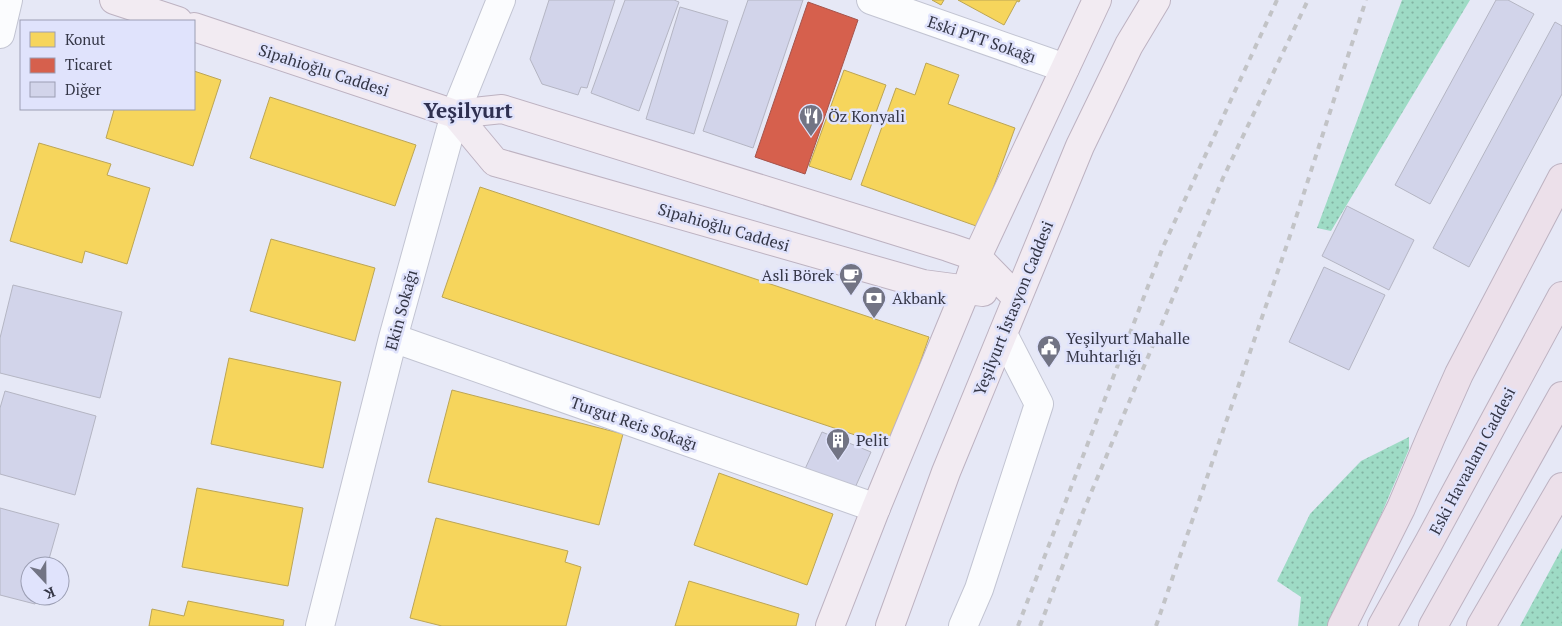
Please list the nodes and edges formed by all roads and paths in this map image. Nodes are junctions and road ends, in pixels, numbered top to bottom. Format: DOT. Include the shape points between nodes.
graph roads {
  1 [pos="8,0"];
  2 [pos="114,0"];
  3 [pos="500,0"];
  4 [pos="871,0"];
  5 [pos="1098,0"];
  6 [pos="1156,0"];
  7 [pos="175,20"];
  8 [pos="195,27"];
  9 [pos="0,34"];
  10 [pos="1065,68"];
  11 [pos="455,114"];
  12 [pos="1562,178"];
  13 [pos="977,257"];
  14 [pos="966,290"];
  15 [pos="1562,296"];
  16 [pos="1016,297"];
  17 [pos="1003,334"];
  18 [pos="393,338"];
  19 [pos="1562,396"];
  20 [pos="1562,487"];
  21 [pos="876,508"];
  22 [pos="320,626"];
  23 [pos="830,626"];
  24 [pos="890,626"];
  25 [pos="963,626"];
  26 [pos="1342,626"];
  27 [pos="1382,626"];
  28 [pos="1433,626"];
  29 [pos="1481,626"];
  1 -- 9 [label="street"];
  2 -- 7 [label="main road"];
  3 -- 11 [label="street, Ekin Sokağı"];
  4 -- 10 [label="street, Eski PTT Sokağı"];
  5 -- 10 [label="main road"];
  6 -- 16 [label="main road, Yeşilyurt İstasyon Caddesi" via="1129,45 1080,146"];
  8 -- 11 [label="main road, Sipahioğlu Caddesi"];
  10 -- 13 [label="main road"];
  11 -- 13 [label="main road, Sipahioğlu Caddesi" via="502,109"];
  11 -- 14 [label="main road, Sipahioğlu Caddesi" via="495,162 923,284"];
  11 -- 18 [label="street, Ekin Sokağı"];
  12 -- 26 [label="highway" via="1459,374 1401,508"];
  13 -- 14 [label="main road"];
  13 -- 16 [label="main road"];
  14 -- 16 [label="main road, Sipahioğlu Caddesi"];
  14 -- 21 [label="main road"];
  15 -- 27 [label="highway, Eski Havaalanı Caddesi"];
  16 -- 17 [label="main road, Yeşilyurt İstasyon Caddesi"];
  17 -- 24 [label="main road, Yeşilyurt İstasyon Caddesi" via="946,472"];
  17 -- 25 [label="street" via="1039,404 979,589"];
  18 -- 21 [label="street, Turgut Reis Sokağı"];
  18 -- 22 [label="street, Ekin Sokağı"];
  19 -- 28 [label="highway"];
  20 -- 29 [label="highway"];
  21 -- 23 [label="main road"];
}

-*-*-

▶ **PROBLEM REQUIREMENTS**
The answer must be an exact copy of the records above, with the pictures left out.

▶ **TASK SOLUTION**
Please list the nodes and edges formed by all roads and paths in this map image. Nodes are junctions and road ends, in pixels, numbered top to bottom. Format: DOT. Include the shape points between nodes.
graph roads {
  1 [pos="8,0"];
  2 [pos="114,0"];
  3 [pos="500,0"];
  4 [pos="871,0"];
  5 [pos="1098,0"];
  6 [pos="1156,0"];
  7 [pos="175,20"];
  8 [pos="195,27"];
  9 [pos="0,34"];
  10 [pos="1065,68"];
  11 [pos="455,114"];
  12 [pos="1562,178"];
  13 [pos="977,257"];
  14 [pos="966,290"];
  15 [pos="1562,296"];
  16 [pos="1016,297"];
  17 [pos="1003,334"];
  18 [pos="393,338"];
  19 [pos="1562,396"];
  20 [pos="1562,487"];
  21 [pos="876,508"];
  22 [pos="320,626"];
  23 [pos="830,626"];
  24 [pos="890,626"];
  25 [pos="963,626"];
  26 [pos="1342,626"];
  27 [pos="1382,626"];
  28 [pos="1433,626"];
  29 [pos="1481,626"];
  1 -- 9 [label="street"];
  2 -- 7 [label="main road"];
  3 -- 11 [label="street, Ekin Sokağı"];
  4 -- 10 [label="street, Eski PTT Sokağı"];
  5 -- 10 [label="main road"];
  6 -- 16 [label="main road, Yeşilyurt İstasyon Caddesi" via="1129,45 1080,146"];
  8 -- 11 [label="main road, Sipahioğlu Caddesi"];
  10 -- 13 [label="main road"];
  11 -- 13 [label="main road, Sipahioğlu Caddesi" via="502,109"];
  11 -- 14 [label="main road, Sipahioğlu Caddesi" via="495,162 923,284"];
  11 -- 18 [label="street, Ekin Sokağı"];
  12 -- 26 [label="highway" via="1459,374 1401,508"];
  13 -- 14 [label="main road"];
  13 -- 16 [label="main road"];
  14 -- 16 [label="main road, Sipahioğlu Caddesi"];
  14 -- 21 [label="main road"];
  15 -- 27 [label="highway, Eski Havaalanı Caddesi"];
  16 -- 17 [label="main road, Yeşilyurt İstasyon Caddesi"];
  17 -- 24 [label="main road, Yeşilyurt İstasyon Caddesi" via="946,472"];
  17 -- 25 [label="street" via="1039,404 979,589"];
  18 -- 21 [label="street, Turgut Reis Sokağı"];
  18 -- 22 [label="street, Ekin Sokağı"];
  19 -- 28 [label="highway"];
  20 -- 29 [label="highway"];
  21 -- 23 [label="main road"];
}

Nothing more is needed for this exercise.